George Weiss and Alta returned to Ragersville, and Alta trained in an indoor gym built by her father in preparation for semi-professional ball following her graduation from Ragersville High School in 1908. She and Irma were the only graduates of the inaugural graduating class.

A short time later, Weiss joined a semi-pro baseball club her father eventually purchased — renamed the Weiss All-Stars.

Alta played throughout Ohio and Kentucky throughout 1908, and the Weiss All Stars compiled a record of 21-19 with one tie. Alta then left baseball to follow in her father’s footsteps.

She was the only woman in the 1914 graduating class at the Starling-Ohio Medical College. According to the Ohio State University Libraries website, the trustees of the Starling Medical College and of the Ohio Medical University, recognizing the advantages that would accrue to the cause of education and to the entire medical profession by union and co-operation, transferred the property and equities of these two corporations to a board of their own selection with power to incorporate a new college.

Discussions surrounding the merger began late in 1906. The merger was completed March 13, 1907. The name agreed upon — Starling-Ohio Medical College — was a blending of the names of the only medical colleges in Central Ohio at the time.

The new corporation included a medical college, a dental college and a pharmacy college, designated as departments. Alta was one of 303 graduates while the SOMC was in operation. The SOMC became the Ohio State University College of Medicine in 1914.

Alta was a successful physician during the height of the 1918 Spanish flu pandemic and later set up practice in Norwalk. Dr. George Weiss continued to practice in Ragersville.

It was here, in 1933, George Weiss delivered Lois Youngen.

Youngen’s family later moved to what is now Westfield Center in Medina County.
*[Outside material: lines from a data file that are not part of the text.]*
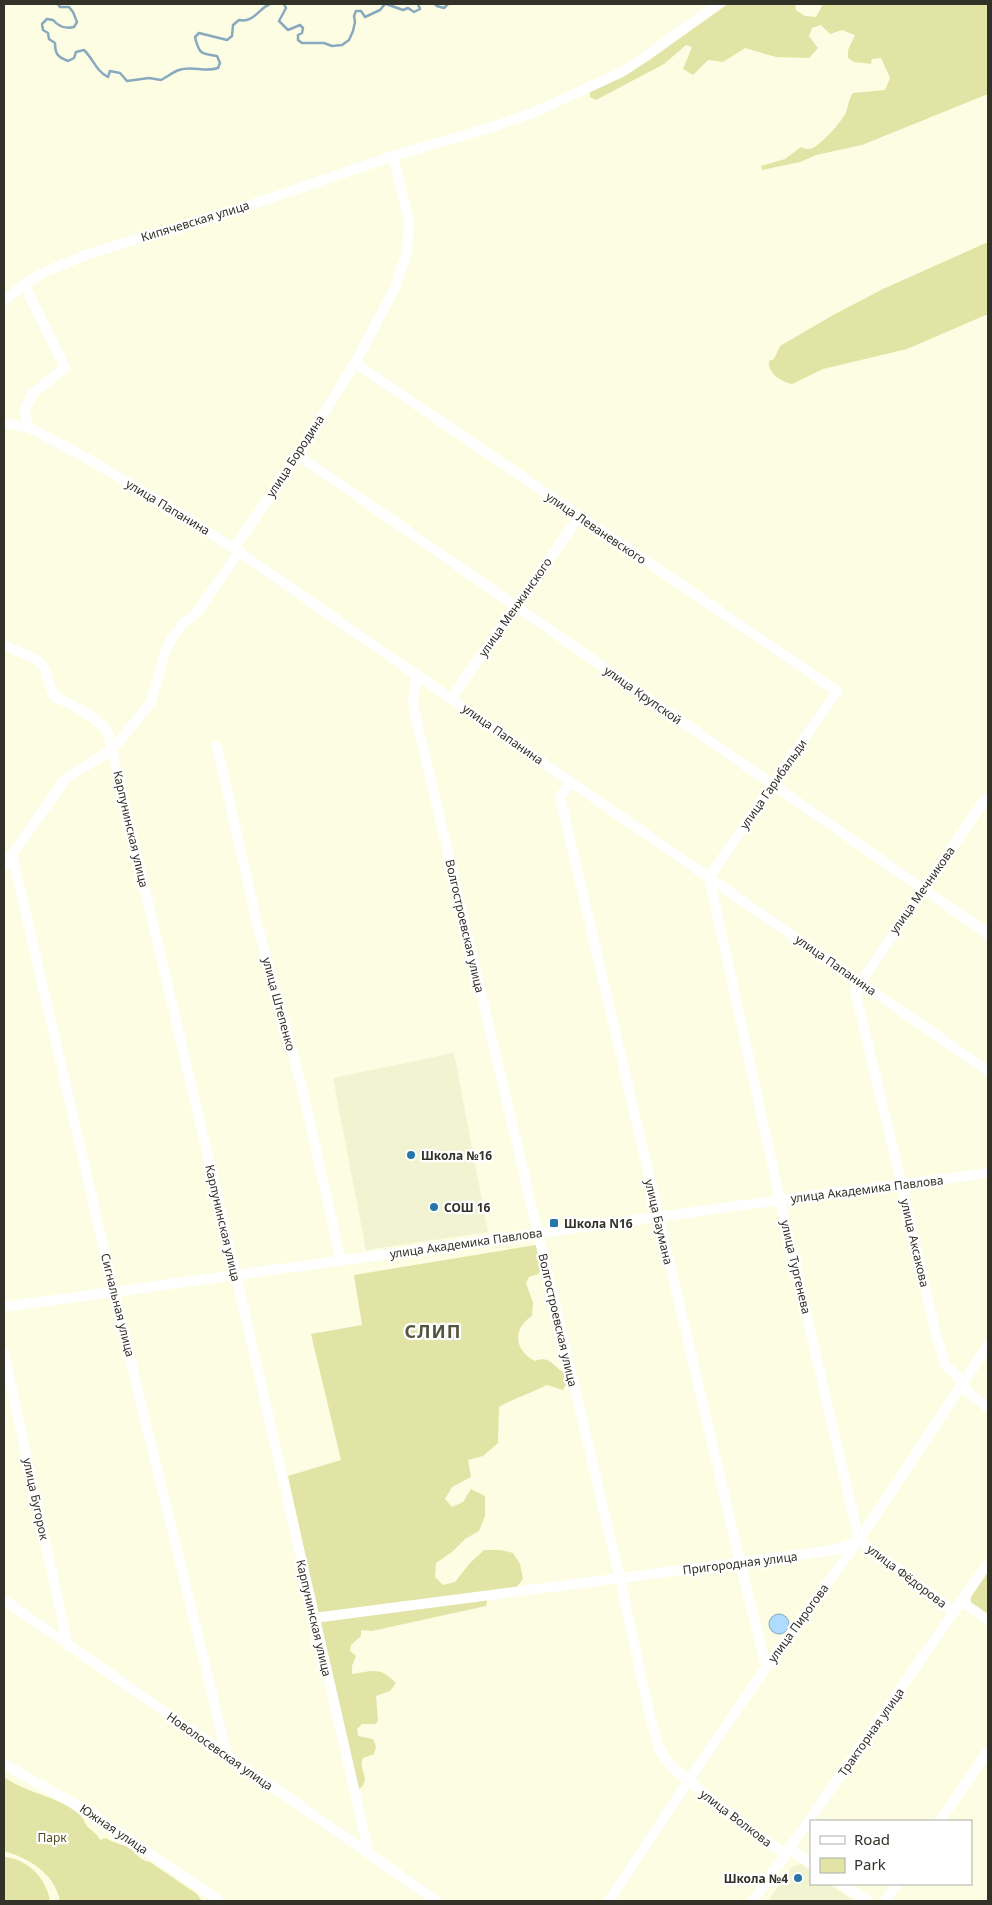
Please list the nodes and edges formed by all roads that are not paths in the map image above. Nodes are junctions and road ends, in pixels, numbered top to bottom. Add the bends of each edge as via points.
1 (718, 4) edge
2 (393, 156) junction
3 (24, 284) junction
4 (4, 301) edge
5 (355, 363) junction
6 (4, 422) edge
7 (30, 428) junction
8 (298, 455) junction
9 (579, 516) junction
10 (237, 550) junction
11 (515, 606) junction
12 (4, 645) edge
13 (416, 673) junction
14 (837, 691) joint
15 (451, 698) junction
16 (217, 746) dead end
17 (112, 750) junction
18 (571, 782) junction
19 (772, 784) junction
20 (987, 800) edge
21 (12, 854) junction
22 (4, 866) edge
23 (709, 877) junction
24 (923, 890) junction
25 (988, 934) edge
26 (860, 982) junction
27 (988, 1071) edge
28 (988, 1173) edge
29 (902, 1185) junction
30 (780, 1200) junction
31 (658, 1217) junction
32 (538, 1234) junction
33 (341, 1261) junction
34 (236, 1275) junction
35 (114, 1292) junction
36 (4, 1307) edge
37 (988, 1345) edge
38 (4, 1353) edge
39 (963, 1381) junction
40 (988, 1408) edge
41 (859, 1540) junction
42 (740, 1562) junction
43 (988, 1563) edge
44 (620, 1579) junction
45 (4, 1600) edge
46 (962, 1602) junction
47 (955, 1612) junction
48 (314, 1618) junction
49 (988, 1620) edge
50 (68, 1646) junction
51 (769, 1663) junction
52 (988, 1751) edge
53 (227, 1755) junction
54 (4, 1764) edge
55 (688, 1781) junction
56 (941, 1820) edge
57 (787, 1852) junction
58 (369, 1854) junction
59 (810, 1863) edge
60 (843, 1885) edge
61 (896, 1885) edge
62 (219, 1901) edge
63 (437, 1901) edge
64 (609, 1901) edge
65 (753, 1901) edge
66 (868, 1901) edge
67 (885, 1901) edge

1 - 2 street, Кипячевская улица via 620,73 515,120
2 - 3 street, Кипячевская улица via 195,224 86,255
2 - 5 street, улица Бородина via 409,220 407,251 396,286
3 - 4 street, Кипячевская улица
3 - 7 street via 65,368 32,394 24,413
5 - 8 street, улица Бородина
5 - 9 street, улица Леваневского
6 - 7 street, улица Папанина
7 - 10 street, улица Папанина via 81,455
8 - 10 street, улица Бородина
8 - 11 street, улица Крупской
9 - 11 street, улица Менжинского
9 - 14 street, улица Леваневского
10 - 13 street, улица Папанина
10 - 17 street, улица Бородина via 197,612 172,638 151,702
11 - 15 street, улица Менжинского
11 - 19 street, улица Крупской
12 - 17 street, Карпунинская улица via 37,660 44,667 54,696 101,723 108,733
13 - 15 street, улица Папанина
13 - 32 street, Волгостроевская улица via 413,705
14 - 19 street, улица Гарибальди
15 - 18 street, улица Папанина
16 - 33 street, улица Штепенко via 257,924 303,1092
17 - 21 street, улица Бородина via 66,778
17 - 34 street, Карпунинская улица
18 - 23 street, улица Папанина
18 - 31 street, улица Баумана via 560,797
19 - 23 street, улица Гарибальди
19 - 24 street, улица Крупской
20 - 24 street, улица Мечникова
21 - 22 street, улица Бородина
21 - 35 street, Сигнальная улица
23 - 26 street, улица Папанина
23 - 30 street, улица Тургенева
24 - 25 street, улица Крупской
24 - 26 street, улица Мечникова
26 - 27 street, улица Папанина
26 - 29 street, улица Аксакова via 855,991
28 - 29 street, улица Академика Павлова
29 - 30 street, улица Академика Павлова
29 - 39 street, улица Аксакова via 935,1331 946,1366
30 - 31 street, улица Академика Павлова
30 - 41 street, улица Тургенева
31 - 32 street, улица Академика Павлова
31 - 42 street, улица Баумана
32 - 33 street, улица Академика Павлова
32 - 44 street, Волгостроевская улица
33 - 34 street, улица Академика Павлова
34 - 35 street, улица Академика Павлова
34 - 48 street, Карпунинская улица
35 - 36 street, улица Академика Павлова
35 - 53 street, Сигнальная улица
37 - 39 street, улица Пирогова
38 - 50 street, улица Бугорок
39 - 40 street, улица Аксакова via 966,1390
39 - 41 street, улица Пирогова
41 - 42 street, Пригородная улица via 835,1550
41 - 47 street, улица Фёдорова
41 - 51 street, улица Пирогова
42 - 44 street, Пригородная улица
42 - 51 street, улица Баумана via 764,1659
43 - 46 street, Тракторная улица
44 - 48 street, Пригородная улица
44 - 55 street, Волгостроевская улица via 659,1748
45 - 50 street, Новолосевская улица
46 - 47 street, Тракторная улица
46 - 49 street, улица Фёдорова
47 - 57 street, Тракторная улица
48 - 58 street, Карпунинская улица
50 - 53 street, Новолосевская улица
51 - 55 street, улица Пирогова
52 - 56 street
53 - 58 street, Новолосевская улица
54 - 62 street, Южная улица via 94,1815
55 - 57 street, улица Волкова via 742,1824
55 - 64 street, улица Пирогова
57 - 59 street, улица Волкова
57 - 65 street, Тракторная улица
58 - 63 street, Новолосевская улица
60 - 66 street
61 - 67 street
Youngen, like Alta Weiss, started playing baseball with the boys, and upon visiting a cousin in Indiana in 1950, she learned about the All-American Girls Professional Baseball League by watching the Ft. Wayne Daisies.

Teams like the Daisies became popular during WWII with many GI baseball players fighting in the war. Youngen felt she could play and received a tryout, which was so successful Youngen joined the Daisies in 1951 and spent three years with the team, capped off with a perfect game in 1954. It also was that year the All-American Girls Professional Baseball League was disbanded, now that GIs were back from the war.
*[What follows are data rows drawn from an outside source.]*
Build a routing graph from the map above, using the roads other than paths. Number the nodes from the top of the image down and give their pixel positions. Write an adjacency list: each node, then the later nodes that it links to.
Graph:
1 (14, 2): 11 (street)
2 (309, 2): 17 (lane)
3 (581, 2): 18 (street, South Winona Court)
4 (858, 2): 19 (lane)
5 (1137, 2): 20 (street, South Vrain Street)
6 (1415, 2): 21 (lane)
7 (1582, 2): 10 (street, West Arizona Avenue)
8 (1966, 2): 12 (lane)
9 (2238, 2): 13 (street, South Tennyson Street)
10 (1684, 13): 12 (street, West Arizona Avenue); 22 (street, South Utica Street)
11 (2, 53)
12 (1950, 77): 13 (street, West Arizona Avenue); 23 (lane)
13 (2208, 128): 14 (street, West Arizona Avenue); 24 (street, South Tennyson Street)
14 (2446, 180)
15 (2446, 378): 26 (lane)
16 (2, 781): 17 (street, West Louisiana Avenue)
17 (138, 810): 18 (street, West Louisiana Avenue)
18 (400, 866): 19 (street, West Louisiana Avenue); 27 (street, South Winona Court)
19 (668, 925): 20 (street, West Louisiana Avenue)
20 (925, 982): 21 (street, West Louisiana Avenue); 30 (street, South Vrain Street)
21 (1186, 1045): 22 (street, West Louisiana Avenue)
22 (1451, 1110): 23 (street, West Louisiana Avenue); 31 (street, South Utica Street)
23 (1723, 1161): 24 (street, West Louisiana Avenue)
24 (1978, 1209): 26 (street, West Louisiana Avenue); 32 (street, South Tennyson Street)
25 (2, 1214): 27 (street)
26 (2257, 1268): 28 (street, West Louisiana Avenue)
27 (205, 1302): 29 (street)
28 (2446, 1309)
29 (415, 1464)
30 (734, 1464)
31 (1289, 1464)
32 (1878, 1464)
Youngen had studied at Kent State during the off-season and played one more year of pick-up semi-professional baseball. This led to her completing a master’s degree at Michigan State University before her move west to join the University of Oregon faculty in 1960.
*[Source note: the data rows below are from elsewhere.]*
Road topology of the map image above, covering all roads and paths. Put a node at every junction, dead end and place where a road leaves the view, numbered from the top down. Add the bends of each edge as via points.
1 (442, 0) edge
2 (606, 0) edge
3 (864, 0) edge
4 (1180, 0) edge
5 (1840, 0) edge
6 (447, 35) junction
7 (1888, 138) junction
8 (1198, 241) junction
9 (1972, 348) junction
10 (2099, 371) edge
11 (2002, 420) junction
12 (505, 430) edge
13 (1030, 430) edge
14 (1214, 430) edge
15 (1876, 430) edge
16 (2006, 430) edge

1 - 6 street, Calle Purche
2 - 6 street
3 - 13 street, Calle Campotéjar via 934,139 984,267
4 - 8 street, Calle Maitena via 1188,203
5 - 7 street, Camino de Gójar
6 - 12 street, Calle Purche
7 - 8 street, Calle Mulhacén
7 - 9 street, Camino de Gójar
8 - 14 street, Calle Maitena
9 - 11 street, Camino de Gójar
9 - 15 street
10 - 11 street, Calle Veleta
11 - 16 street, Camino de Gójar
It was during this time Youngen began to lay the foundations of what would become women’s collegiate sports by serving as the University of Oregon’s unpaid women’s tennis coach from 1964-68. Youngen also volunteered to coach women’s basketball for the 1966 season.

Youngen also volunteered to join the University of Oregon’s track coach Bill Bowerman to teach the first co-ed jogging course, as described in Melody Ward Leslie’s article, "Lois Youngen is in a League of Her Own," which appears on the University of Oregon website. The course became known as the “jog-run” course and led to Youngen becoming the women’s track coach in 1970. She credits Title IX legislation with equalizing athletic opportunities for college women and making all PE activities coeducational, virtually overnight.

Youngen completed her career at the University of Oregon as first director of physical activity and recreation services and was instrumental in securing funding for the recreation center known locally as PE and Rec before she retired in 1996.